Climb Stairs

70. Climbing Stairs

You are climbing a stair case. It takes n steps to reach to the top.

Each time you can either climb 1 or 2 steps. In how many distinct ways can you climb to the top?

Note: Given n will be a positive integer.

Example 1:

Input: 2
Output: 2
Explanation: There are two ways to climb to the top.
1. 1 step + 1 step
2. 2 steps

Example 2:

Input: 3
Output: 3
Explanation: There are three ways to climb to the top.
1. 1 step + 1 step + 1 step
2. 1 step + 2 steps
3. 2 steps + 1 step

My Solutions:

假设梯子有n层，那么如何爬到第n层呢，因为每次只能爬1或2步，那么爬到第n层的方法要么是从第n-1层一步上来的，要不就是从n-2层2步上来的，所以：

dp[n] = dp[n-1] + dp[n-2]

class Solution {
    public int climbStairs(int n) {
        if (n <= 1) return 1;
        int[] dp = new int[n + 1];
        dp[1] = 1;
        dp[2] = 2;
        for (int i = 3; i <= n; i++) {
            dp[i] = dp[i - 1] + dp[i - 2];
        }
        return dp[n];
    }
}

引申一下，如果是可以走1，2，3，4步呢？

1：1种解法，只能走一步

2：2种解法，可以走1+1或者一次2步

3：4种解法，可以走1+1+1或者1+2或者2+1或者一次3步

4：8种解法，

5：15种解法，dp[i]=dp[i-1]+dp[i-2]+dp[i-3]+dp[i-4]

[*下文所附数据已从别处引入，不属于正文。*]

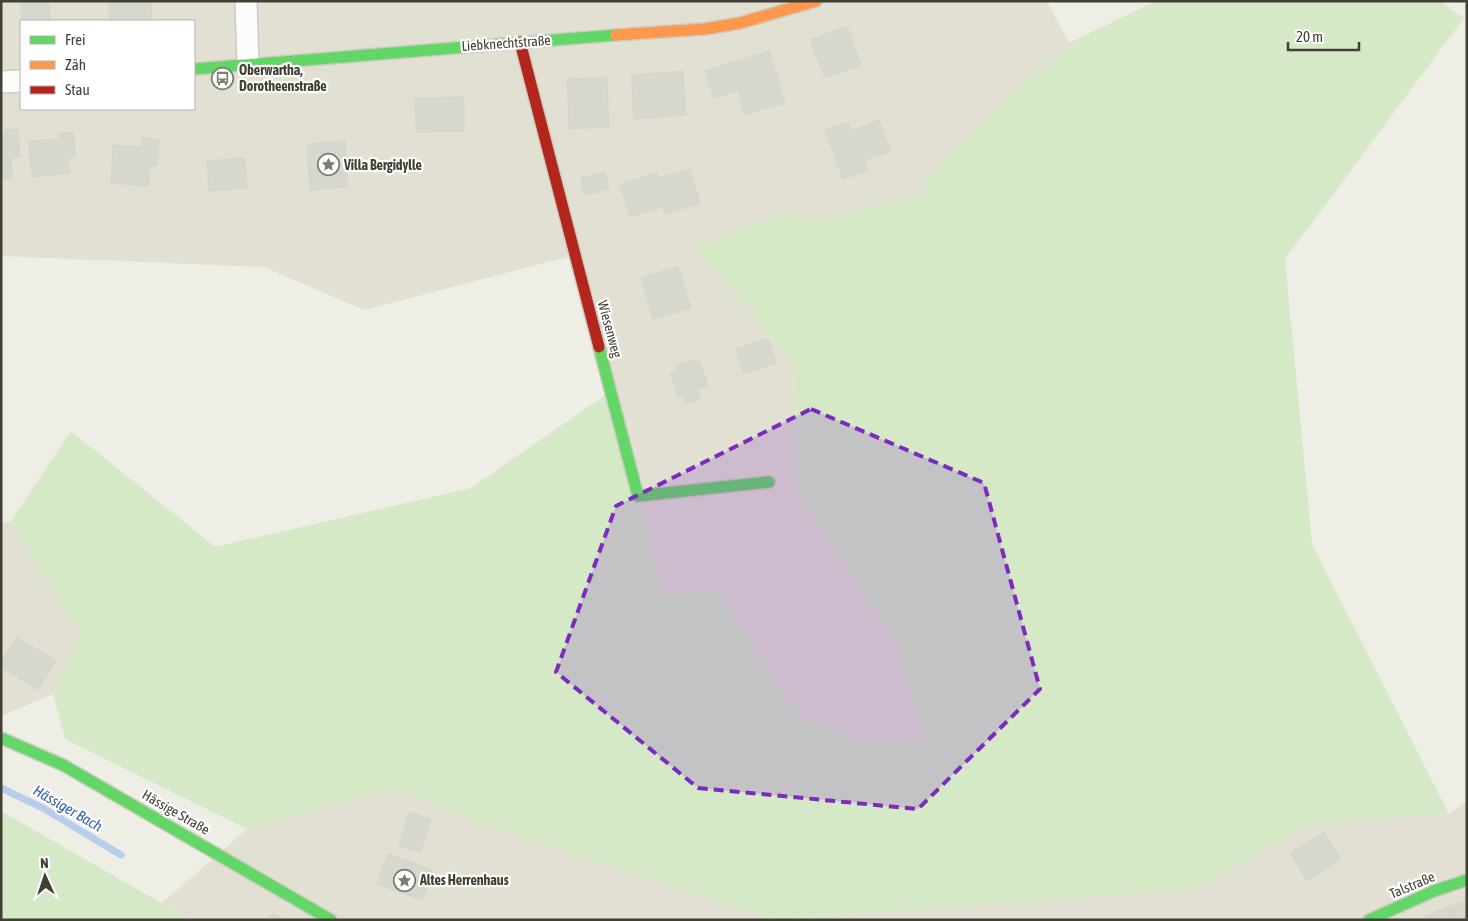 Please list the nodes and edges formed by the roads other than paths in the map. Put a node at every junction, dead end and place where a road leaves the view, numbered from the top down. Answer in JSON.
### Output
{"nodes":[{"id":1,"x":246,"y":1,"type":"edge"},
{"id":2,"x":816,"y":1,"type":"edge"},
{"id":3,"x":520,"y":42,"type":"junction"},
{"id":4,"x":248,"y":64,"type":"junction"},
{"id":5,"x":195,"y":68,"type":"edge"},
{"id":6,"x":20,"y":81,"type":"edge"},
{"id":7,"x":1,"y":82,"type":"edge"},
{"id":8,"x":769,"y":482,"type":"dead end"},
{"id":9,"x":1,"y":738,"type":"edge"},
{"id":10,"x":1467,"y":880,"type":"edge"},
{"id":11,"x":331,"y":920,"type":"edge"},
{"id":12,"x":1369,"y":920,"type":"edge"}],
"edges":[{"from":1,"to":4,"type":"street"},
{"from":2,"to":3,"type":"street","name":"Liebknechtstraße"},
{"from":3,"to":4,"type":"street","name":"Liebknechtstraße"},
{"from":3,"to":8,"type":"street","name":"Wiesenweg"},
{"from":4,"to":5,"type":"street","name":"Liebknechtstraße"},
{"from":6,"to":7,"type":"street"},
{"from":9,"to":11,"type":"street","name":"Hässige Straße"},
{"from":10,"to":12,"type":"street","name":"Talstraße"}]}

746. Min Cost Climbing Stairs

On a staircase, the i-th step has some non-negative cost cost[i] assigned (0 indexed).

Once you pay the cost, you can either climb one or two steps. You need to find minimum cost to reach the top of the floor, and you can either start from the step with index 0, or the step with index 1.

Example 1:

Input: cost = [10, 15, 20]
Output: 15
Explanation: Cheapest is start on cost[1], pay that cost and go to the top.

Example 2:

Input: cost = [1, 100, 1, 1, 1, 100, 1, 1, 100, 1]
Output: 6
Explanation: Cheapest is start on cost[0], and only step on 1s, skipping cost[3].

Note:

1. cost will have a length in the range [2, 1000].

2. Every cost[i] will be an integer in the range [0, 999].

My Solutions: 因为每次只能跳一步或两步，所以想要跳到i层，只能从i-2起跳+cost【i-2】，或者i-1起跳+cost【i-1】，在这两者之间取较小值。

因为一开始可以站在0或者1上，所以设置这两个dp【】=0，不需要额外加上cost。这两个数另外的位置起跳都需要加上位置的cost。dp要比cost的length多一，是因为必须要跳出最后一格。

class Solution {
    public int minCostClimbingStairs(int[] cost) {
        int n = cost.length + 1;
        int[] dp = new int[n];
        dp[0] = 0;
        dp[1] = 0;
        for (int i = 2; i < n; i++) {
            dp[i] = Math.min(dp[i - 2] + cost[i - 2], dp[i - 1] + cost[i - 1]);
        }
        return dp[n - 1];
    }
}